The common thread in these disabilities is the division of attention. The richness of our thoughts, our memories and even our personalities hinges on our ability to focus the mind and sustain concentration.

 

Only when we pay close attention to a new piece of information are we able to associate it “meaningfully and systematically with knowledge already well-established in memory”, writes the Nobel Prize-winning neuroscientist Eric Kandel. Such associations are essential to mastering complex concepts and thinking critically.
 

When we’re constantly distracted and interrupted, as we tend to be when looking at the screens of our computers and mobile phones, our brains can’t to forge the strong and expansive neural connections that give distinctiveness and depth to our thinking. Our thoughts become disjointed, our memories weak.

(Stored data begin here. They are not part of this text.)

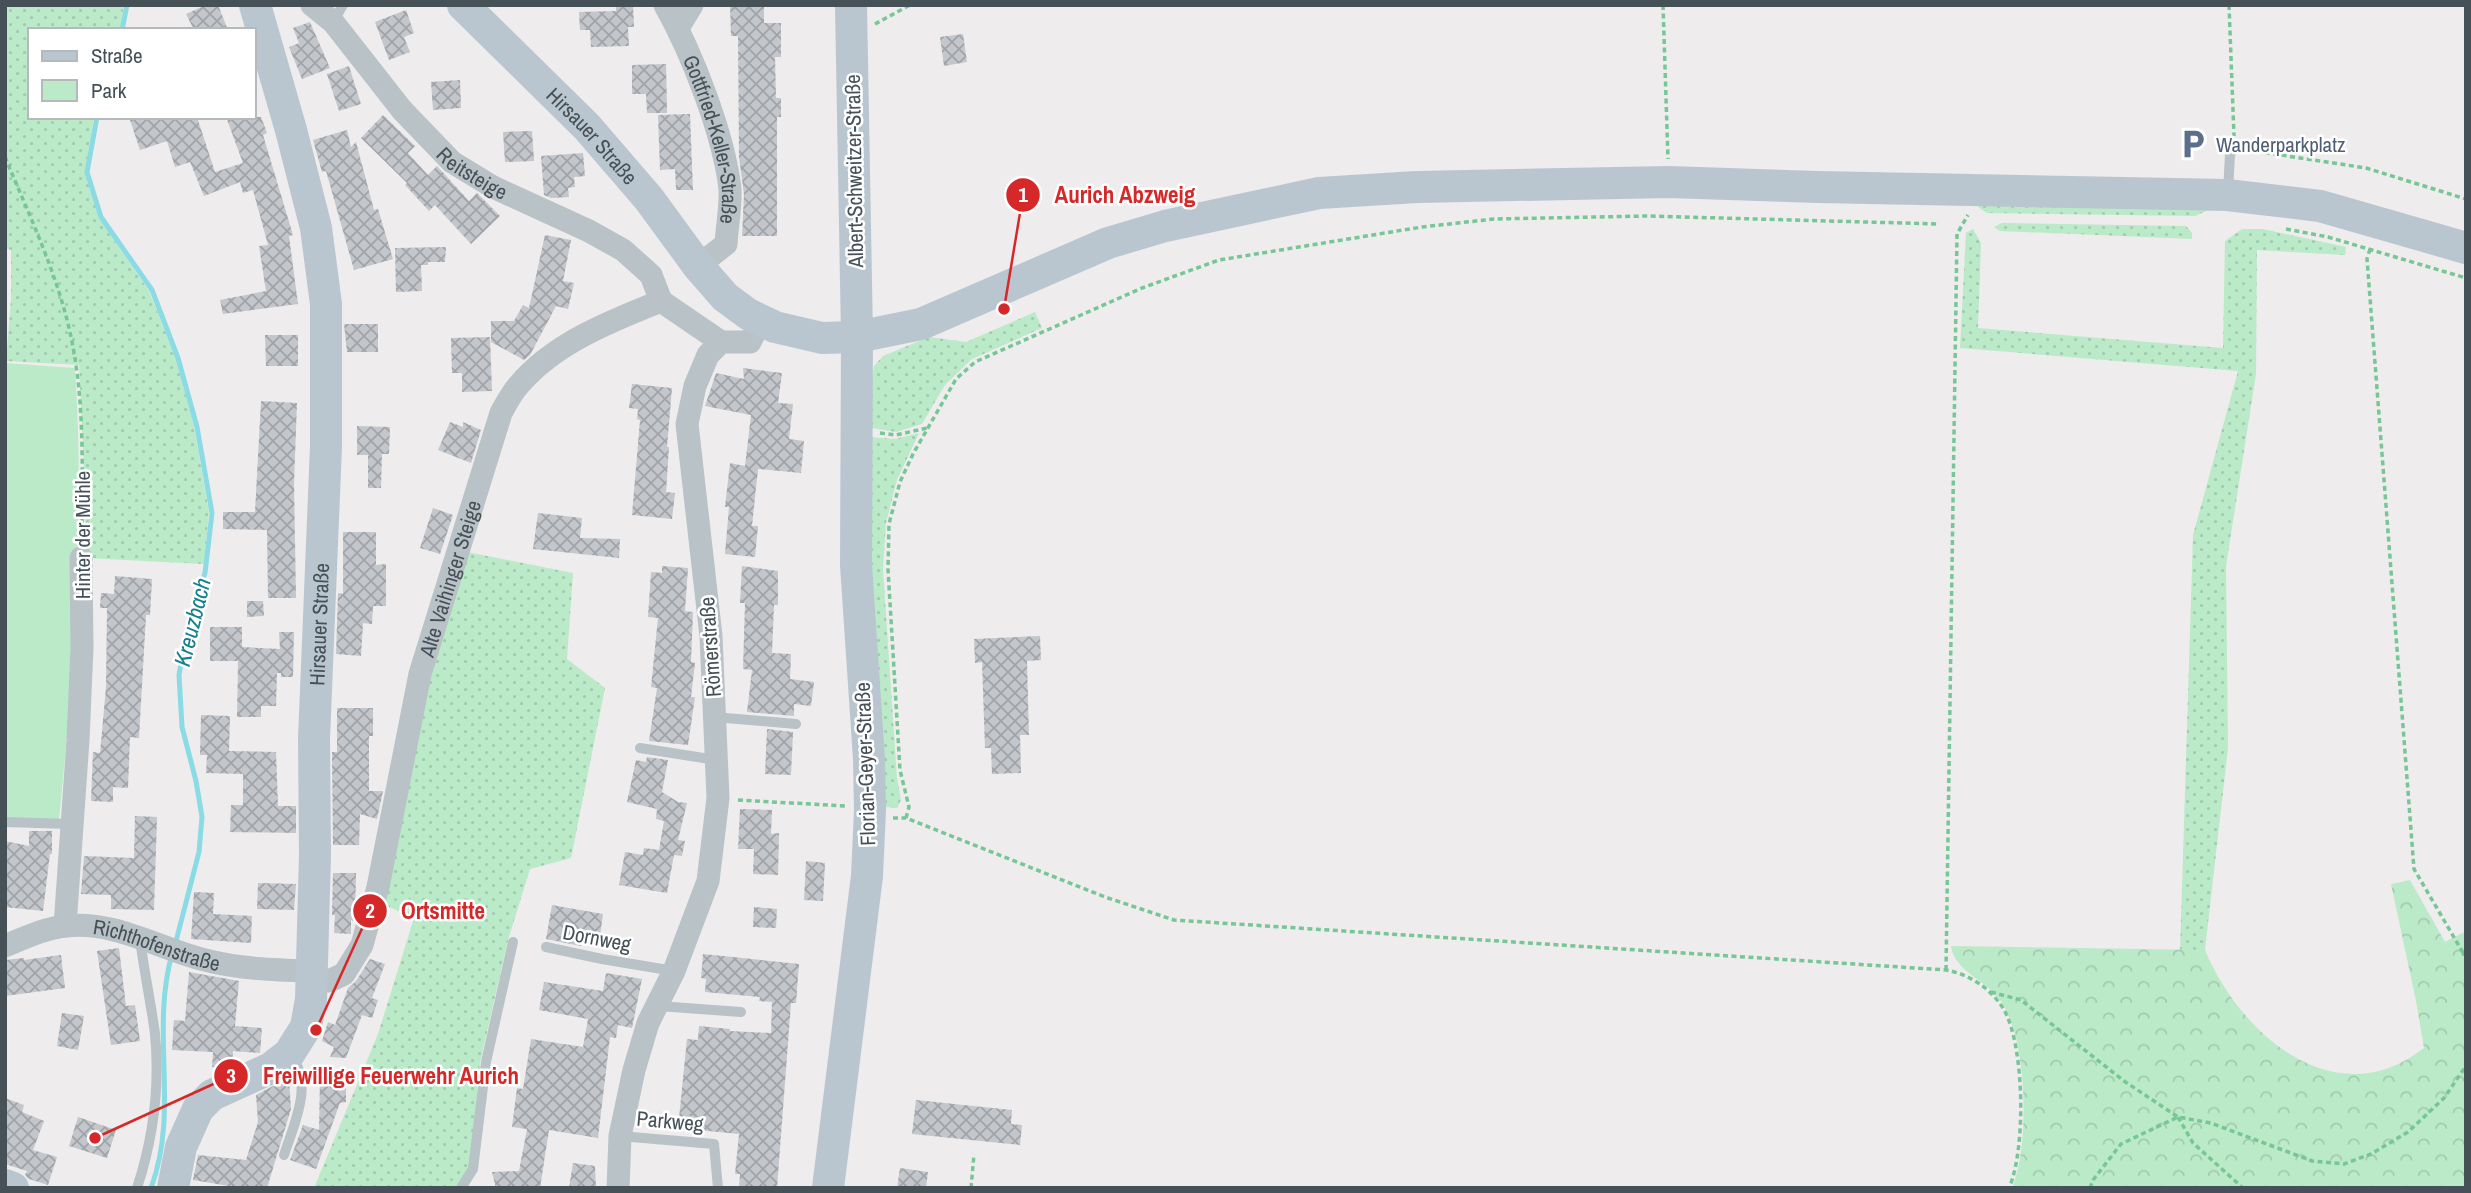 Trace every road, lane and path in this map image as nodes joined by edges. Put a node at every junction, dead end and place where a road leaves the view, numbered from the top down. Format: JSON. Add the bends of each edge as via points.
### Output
{"nodes":[{"id":1,"x":255,"y":5,"type":"edge"},
{"id":2,"x":312,"y":5,"type":"edge"},
{"id":3,"x":463,"y":5,"type":"edge"},
{"id":4,"x":665,"y":5,"type":"edge"},
{"id":5,"x":692,"y":5,"type":"edge"},
{"id":6,"x":851,"y":5,"type":"edge"},
{"id":7,"x":911,"y":5,"type":"edge"},
{"id":8,"x":1663,"y":5,"type":"edge"},
{"id":9,"x":2229,"y":5,"type":"edge"},
{"id":10,"x":338,"y":13,"type":"edge"},
{"id":11,"x":678,"y":28,"type":"junction"},
{"id":12,"x":852,"y":41,"type":"junction"},
{"id":13,"x":2235,"y":148,"type":"junction"},
{"id":14,"x":5,"y":157,"type":"edge"},
{"id":15,"x":1669,"y":182,"type":"junction"},
{"id":16,"x":2227,"y":195,"type":"junction"},
{"id":17,"x":2466,"y":199,"type":"edge"},
{"id":18,"x":1968,"y":215,"type":"dead end"},
{"id":19,"x":1939,"y":224,"type":"dead end"},
{"id":20,"x":2279,"y":228,"type":"dead end"},
{"id":21,"x":2466,"y":248,"type":"edge"},
{"id":22,"x":2370,"y":249,"type":"junction"},
{"id":23,"x":698,"y":266,"type":"junction"},
{"id":24,"x":2466,"y":278,"type":"edge"},
{"id":25,"x":661,"y":301,"type":"junction"},
{"id":26,"x":761,"y":320,"type":"junction"},
{"id":27,"x":857,"y":337,"type":"junction"},
{"id":28,"x":721,"y":342,"type":"junction"},
{"id":29,"x":927,"y":428,"type":"junction"},
{"id":30,"x":856,"y":431,"type":"junction"},
{"id":31,"x":82,"y":558,"type":"joint"},
{"id":32,"x":714,"y":717,"type":"junction"},
{"id":33,"x":796,"y":724,"type":"dead end"},
{"id":34,"x":640,"y":748,"type":"dead end"},
{"id":35,"x":716,"y":760,"type":"junction"},
{"id":36,"x":718,"y":798,"type":"junction"},
{"id":37,"x":870,"y":810,"type":"junction"},
{"id":38,"x":5,"y":822,"type":"edge"},
{"id":39,"x":70,"y":824,"type":"junction"},
{"id":40,"x":65,"y":926,"type":"junction"},
{"id":41,"x":140,"y":939,"type":"junction"},
{"id":42,"x":513,"y":942,"type":"dead end"},
{"id":43,"x":5,"y":946,"type":"edge"},
{"id":44,"x":546,"y":947,"type":"dead end"},
{"id":45,"x":2464,"y":950,"type":"edge"},
{"id":46,"x":2466,"y":959,"type":"edge"},
{"id":47,"x":1946,"y":970,"type":"junction"},
{"id":48,"x":674,"y":971,"type":"junction"},
{"id":49,"x":308,"y":981,"type":"junction"},
{"id":50,"x":1990,"y":992,"type":"junction"},
{"id":51,"x":657,"y":1006,"type":"junction"},
{"id":52,"x":741,"y":1012,"type":"dead end"},
{"id":53,"x":288,"y":1048,"type":"junction"},
{"id":54,"x":2466,"y":1066,"type":"edge"},
{"id":55,"x":2178,"y":1117,"type":"junction"},
{"id":56,"x":621,"y":1136,"type":"junction"},
{"id":57,"x":974,"y":1154,"type":"dead end"},
{"id":58,"x":285,"y":1155,"type":"dead end"},
{"id":59,"x":5,"y":1185,"type":"edge"},
{"id":60,"x":13,"y":1188,"type":"edge"},
{"id":61,"x":137,"y":1188,"type":"edge"},
{"id":62,"x":173,"y":1188,"type":"edge"},
{"id":63,"x":461,"y":1188,"type":"edge"},
{"id":64,"x":618,"y":1188,"type":"edge"},
{"id":65,"x":718,"y":1188,"type":"edge"},
{"id":66,"x":828,"y":1188,"type":"edge"},
{"id":67,"x":971,"y":1188,"type":"edge"},
{"id":68,"x":2009,"y":1188,"type":"edge"},
{"id":69,"x":2090,"y":1188,"type":"edge"},
{"id":70,"x":2244,"y":1188,"type":"edge"}],
"edges":[{"from":1,"to":49,"type":"main road","name":"Hirsauer Straße","via":[[316,229],[326,304],[326,446]]},
{"from":2,"to":10,"type":"street","name":"Reitsteige"},
{"from":3,"to":23,"type":"main road","name":"Hirsauer Straße","via":[[587,127],[649,199]]},
{"from":4,"to":11,"type":"street","name":"Gottfried-Keller-Straße"},
{"from":5,"to":11,"type":"street"},
{"from":6,"to":12,"type":"main road","name":"Albert-Schweitzer-Straße"},
{"from":7,"to":12,"type":"path"},
{"from":8,"to":15,"type":"path"},
{"from":9,"to":13,"type":"path"},
{"from":10,"to":25,"type":"street","name":"Reitsteige","via":[[401,110],[452,162],[492,187],[623,250],[651,275]]},
{"from":11,"to":23,"type":"street","name":"Gottfried-Keller-Straße","via":[[718,131],[730,190],[726,244]]},
{"from":12,"to":27,"type":"main road","name":"Albert-Schweitzer-Straße"},
{"from":13,"to":16,"type":"lane","via":[[2230,154]]},
{"from":13,"to":17,"type":"path","via":[[2366,169]]},
{"from":14,"to":31,"type":"path","name":"Hinter der Mühle","via":[[54,280],[75,357]]},
{"from":15,"to":16,"type":"main road","name":"Hirsauer Straße"},
{"from":15,"to":27,"type":"main road","name":"Hirsauer Straße","via":[[1319,193],[1164,226],[1108,243],[954,310],[902,329]]},
{"from":16,"to":21,"type":"main road","name":"Hirsauer Straße","via":[[2320,206]]},
{"from":18,"to":47,"type":"path","via":[[1957,234]]},
{"from":19,"to":29,"type":"path","via":[[1647,216],[1494,219],[1219,260],[1142,288],[975,362],[956,379]]},
{"from":20,"to":22,"type":"path"},
{"from":22,"to":24,"type":"path"},
{"from":22,"to":45,"type":"path","via":[[2367,259],[2414,869]]},
{"from":23,"to":26,"type":"main road","name":"Hirsauer Straße","via":[[725,297]]},
{"from":25,"to":28,"type":"street"},
{"from":25,"to":49,"type":"street","name":"Alte Vaihinger Steige","via":[[567,346],[518,386],[501,413],[420,674],[378,887],[362,945],[344,974],[329,981]]},
{"from":26,"to":27,"type":"main road","name":"Hirsauer Straße","via":[[806,335]]},
{"from":26,"to":28,"type":"street","via":[[750,342]]},
{"from":27,"to":30,"type":"main road","name":"Florian-Geyer-Straße"},
{"from":28,"to":32,"type":"street","name":"Römerstraße","via":[[708,355],[695,386],[687,424]]},
{"from":29,"to":30,"type":"path","via":[[896,435]]},
{"from":29,"to":47,"type":"path","via":[[897,492],[889,524],[901,770],[909,807],[906,818],[1174,920]]},
{"from":30,"to":37,"type":"main road","name":"Florian-Geyer-Straße","via":[[856,565]]},
{"from":31,"to":39,"type":"street","name":"Hinter der Mühle","via":[[78,740]]},
{"from":32,"to":33,"type":"lane"},
{"from":32,"to":35,"type":"street","name":"Römerstraße"},
{"from":34,"to":35,"type":"lane"},
{"from":35,"to":36,"type":"street","name":"Römerstraße"},
{"from":36,"to":37,"type":"path"},
{"from":36,"to":48,"type":"street","name":"Römerstraße","via":[[708,881]]},
{"from":37,"to":66,"type":"main road","name":"Florian-Geyer-Straße","via":[[867,876]]},
{"from":38,"to":39,"type":"lane"},
{"from":39,"to":40,"type":"street","name":"Hinter der Mühle"},
{"from":40,"to":41,"type":"street","name":"Richthofenstraße","via":[[89,925]]},
{"from":40,"to":43,"type":"street","name":"Richthofenstraße"},
{"from":41,"to":49,"type":"street","name":"Richthofenstraße","via":[[186,955]]},
{"from":41,"to":61,"type":"lane","via":[[155,1033],[157,1081],[148,1153]]},
{"from":42,"to":63,"type":"lane","via":[[486,1062],[473,1169]]},
{"from":44,"to":48,"type":"lane","name":"Dornweg"},
{"from":45,"to":46,"type":"path"},
{"from":47,"to":50,"type":"path","via":[[1972,979]]},
{"from":48,"to":51,"type":"street","name":"Römerstraße"},
{"from":49,"to":53,"type":"main road","name":"Hirsauer Straße","via":[[306,1027]]},
{"from":50,"to":55,"type":"path","via":[[2021,1000]]},
{"from":50,"to":68,"type":"path","via":[[2008,1019],[2020,1094],[2020,1150]]},
{"from":51,"to":52,"type":"lane"},
{"from":51,"to":56,"type":"street","name":"Römerstraße","via":[[634,1070]]},
{"from":53,"to":58,"type":"lane","via":[[300,1066],[302,1098]]},
{"from":53,"to":62,"type":"main road","via":[[212,1095],[198,1109],[181,1147]]},
{"from":54,"to":55,"type":"path","via":[[2444,1098],[2409,1132],[2344,1164],[2312,1161],[2211,1123]]},
{"from":55,"to":69,"type":"path","via":[[2121,1144]]},
{"from":55,"to":70,"type":"path","via":[[2193,1143]]},
{"from":56,"to":64,"type":"street","name":"Römerstraße"},
{"from":56,"to":65,"type":"lane","name":"Parkweg","via":[[714,1144]]},
{"from":57,"to":67,"type":"path"},
{"from":59,"to":60,"type":"main road"}]}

The Roman philosopher Seneca may have put it best 2,000 years ago: “To be everywhere is to be nowhere.”
In an article in Science last year, Patricia Greenfield, a developmental psychologist who runs UCLA’s Children’s Digital Media Center, reviewed dozens of studies on how different media technologies influence our cognitive abilities. Some of the studies indicated that certain computer tasks, like playing video games, increase the speed at which people can shift their focus among icons and other images on screens. Other studies, however, found that such rapid shifts in focus, even if performed adeptly, result in less rigorous and “more automatic” thinking.